Science-fiction board game

Galaxy Trucker is a science fiction board game for two to four players. It was developed by Vlaada Chvátil, with graphics designed by Radim Pech. The Czech version of Galaxy Trucker was released in 2007 by Czech Games Edition, and a German version was published in the same year by Heidelberger Spieleverlag. In 2021, a revised edition of the game was released.

Vlaada Chvátil developed the video game version of Galaxy Trucker in 2014. It was first released on October 7, 2014, for iPad, the 24th of December 2014 for iPhone and Android, and the 14th of April 2015 for Windows Phone.

==Plot==
Galaxy Corporation Incorporated is a construction firm that builds sewer systems and low-income houses on underdeveloped planets.
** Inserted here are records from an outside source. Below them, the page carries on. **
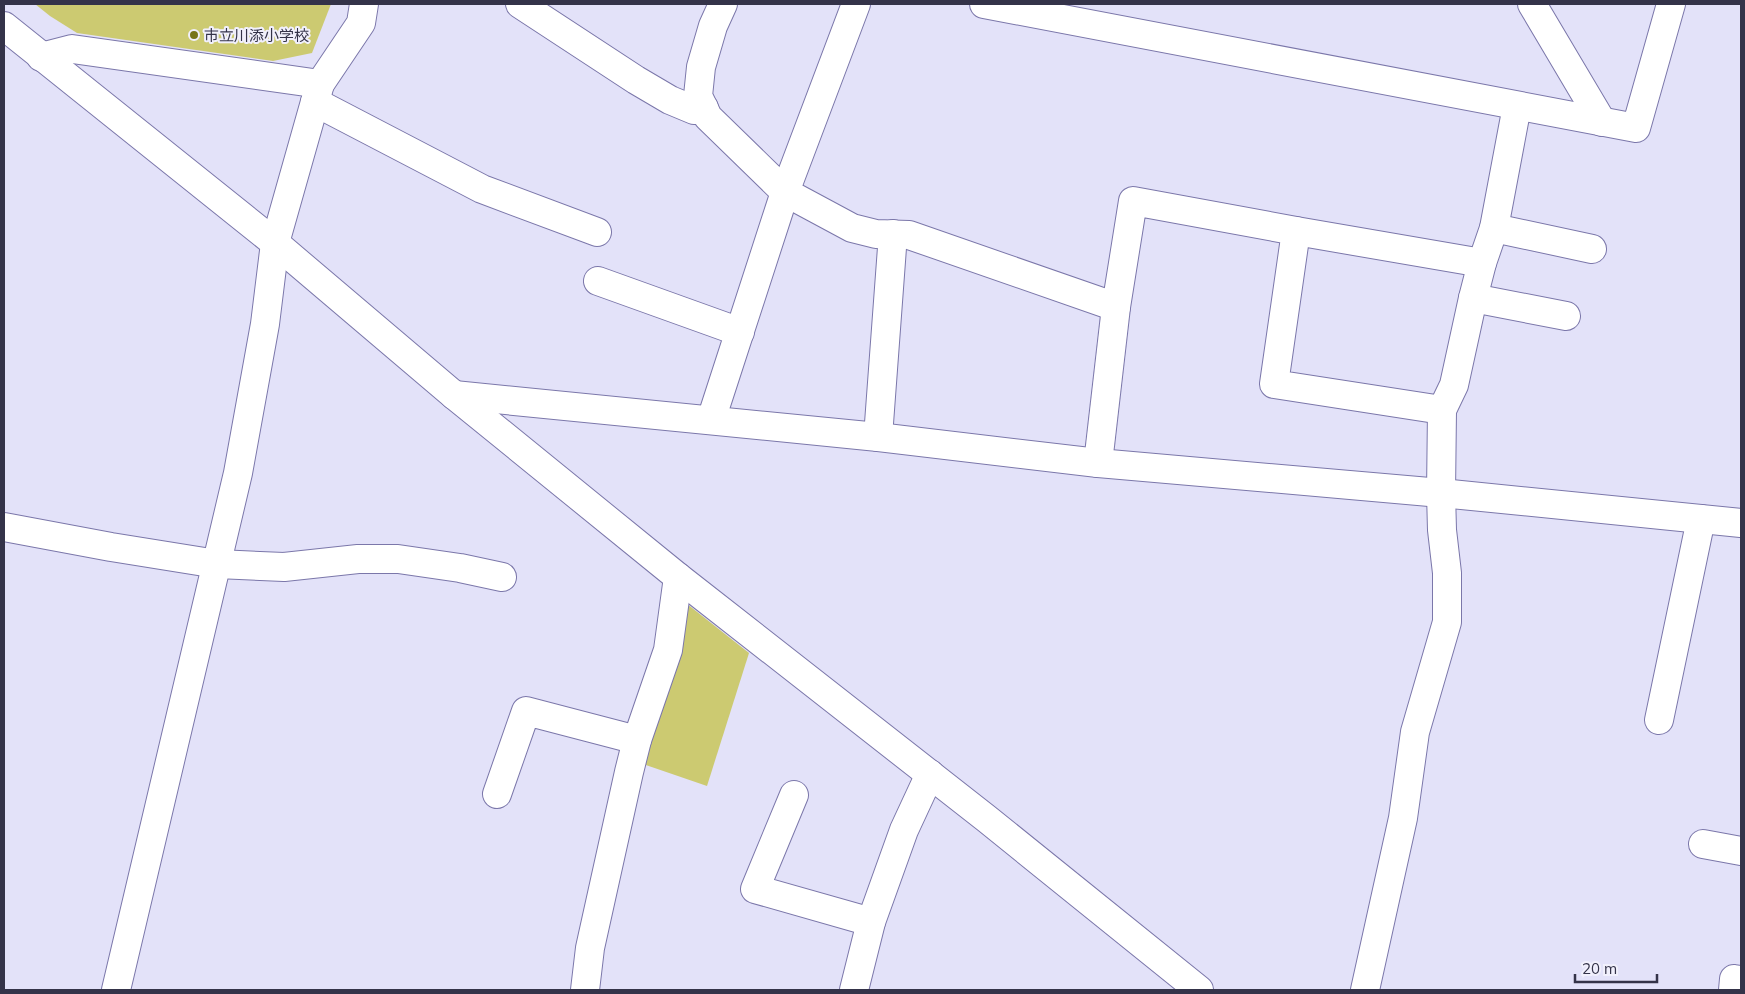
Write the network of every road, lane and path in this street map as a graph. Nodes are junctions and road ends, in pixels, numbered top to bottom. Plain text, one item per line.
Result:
1 (364, 4) edge
2 (520, 4) edge
3 (723, 4) edge
4 (856, 4) edge
5 (984, 4) edge
6 (1532, 4) edge
7 (1671, 4) edge
8 (8, 35) edge
9 (41, 57) junction
10 (317, 93) junction
11 (1517, 106) junction
12 (704, 108) junction
13 (1602, 122) junction
14 (785, 192) junction
15 (1494, 228) junction
16 (1296, 231) junction
17 (597, 232) dead end
18 (893, 234) junction
19 (275, 243) junction
20 (1592, 249) dead end
21 (1482, 263) junction
22 (598, 281) dead end
23 (1473, 298) junction
24 (1116, 307) junction
25 (1566, 316) dead end
26 (740, 332) junction
27 (454, 395) junction
28 (1442, 410) junction
29 (711, 420) junction
30 (878, 437) junction
31 (1098, 463) junction
32 (1441, 493) junction
33 (1701, 519) junction
34 (1741, 523) edge
35 (4, 527) edge
36 (217, 564) junction
37 (502, 577) dead end
38 (678, 577) junction
39 (1659, 720) dead end
40 (637, 740) junction
41 (930, 774) junction
42 (497, 794) dead end
43 (794, 795) dead end
44 (1703, 844) dead end
45 (1741, 851) edge
46 (871, 922) junction
47 (1741, 980) edge
48 (580, 987) edge
49 (116, 990) edge
50 (854, 990) edge
51 (1198, 990) edge
52 (1365, 990) edge
53 (1733, 990) edge

1 - 10 street
2 - 12 street
3 - 12 street
4 - 14 street
5 - 11 street
6 - 13 street
7 - 13 street
8 - 9 street
9 - 10 street
9 - 19 street
10 - 17 street
10 - 19 street
11 - 13 street
11 - 15 street
12 - 14 street
14 - 18 street
14 - 26 street
15 - 20 street
15 - 21 street
16 - 21 street
16 - 24 street
16 - 28 street
18 - 24 street
18 - 30 street
19 - 27 street
19 - 36 street
21 - 23 street
22 - 26 street
23 - 25 street
23 - 28 street
24 - 31 street
26 - 29 street
27 - 29 street
27 - 38 street
28 - 32 street
29 - 30 street
30 - 31 street
31 - 32 street
32 - 33 street
32 - 52 street
33 - 34 street
33 - 39 street
35 - 36 street
36 - 37 street
36 - 49 street
38 - 40 street
38 - 41 street
40 - 42 street
40 - 48 street
41 - 46 street
41 - 51 street
43 - 46 street
44 - 45 street
46 - 50 street
47 - 53 street

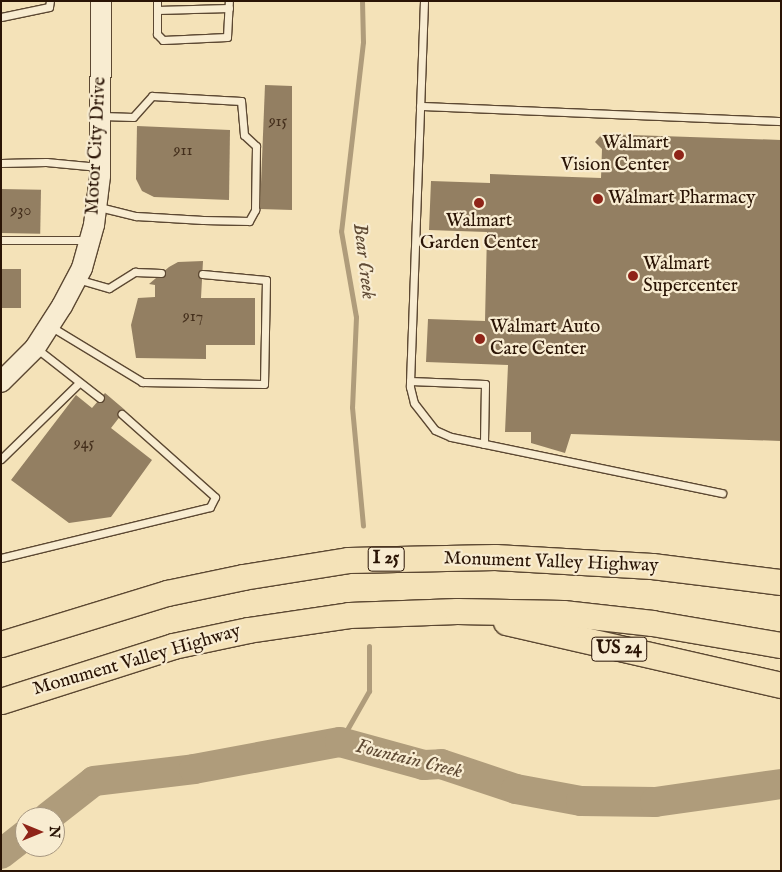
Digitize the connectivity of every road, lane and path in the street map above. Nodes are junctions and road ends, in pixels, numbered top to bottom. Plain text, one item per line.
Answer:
1 (50, 1) edge
2 (101, 1) edge
3 (157, 1) edge
4 (424, 1) edge
5 (229, 5) edge
6 (157, 10) junction
7 (1, 17) edge
8 (420, 106) junction
9 (100, 116) junction
10 (781, 121) edge
11 (1, 163) edge
12 (100, 167) junction
13 (96, 206) junction
14 (1, 240) edge
15 (89, 240) junction
16 (161, 273) dead end
17 (202, 274) dead end
18 (76, 278) junction
19 (50, 325) junction
20 (35, 348) junction
21 (410, 381) junction
22 (1, 382) edge
23 (79, 383) junction
24 (100, 398) dead end
25 (122, 414) dead end
26 (484, 444) junction
27 (1, 459) edge
28 (722, 493) dead end
29 (1, 558) edge
30 (781, 582) edge
31 (458, 611) junction
32 (1, 644) edge
33 (781, 645) edge
34 (781, 685) edge
35 (1, 701) edge

1 - 7 lane
2 - 9 street, Motor City Drive
3 - 6 lane
4 - 8 lane
5 - 6 lane
5 - 6 lane
8 - 10 lane
8 - 21 lane
9 - 12 street, Motor City Drive
9 - 13 lane
11 - 12 lane
12 - 13 street, Motor City Drive
13 - 15 street, Motor City Drive
14 - 15 lane
15 - 18 street, Motor City Drive
16 - 18 lane
17 - 19 lane
18 - 19 street, Motor City Drive
19 - 20 street, Motor City Drive
20 - 22 street, Motor City Drive
20 - 23 lane
21 - 26 lane
21 - 26 lane
23 - 24 lane
23 - 27 lane
25 - 29 lane
26 - 28 lane
30 - 32 highway, Monument Valley Highway / I 25
31 - 33 highway, Monument Valley Highway
31 - 34 highway, US 24
31 - 35 highway, Monument Valley Highway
Galaxy Corporation Incorporated is on the verge of bankruptcy, which has resulted in the company transporting building materials to the edge of the Galaxy, where the need for their services is highest. Galaxy Corporation Incorporated was saved by a few individuals who decided not to ship the materials to the edge of the Galaxy and instead build the materials into spacecraft and ship themselves. The players now must sign a contract and then gain access to Galaxy Corporation Incorporated Warehouse. The players can build their own spacecraft from the available prefabricated materials and fly to the Periphery (edge of the Galaxy). The players may lose money, but any gains made are theirs to keep, and Galaxy Corporation Incorporated will pay a bonus for quick delivery. It's possible that the player will end up with an immense amount of debt and beg for money on the street or they may find themselves among the 10 billion richest people in the Galaxy.

==Gameplay==
Galaxy Trucker features two phases—shipbuilding and Space Travel. The player builds their ship from junk to prepare for their trip. Players build the ship in real-time, with an option for a turn-based mode similar to the original game. The second phase of the game is the trip. A player gains a higher score by getting to the destination before their rivals, or by getting the most valuable goods.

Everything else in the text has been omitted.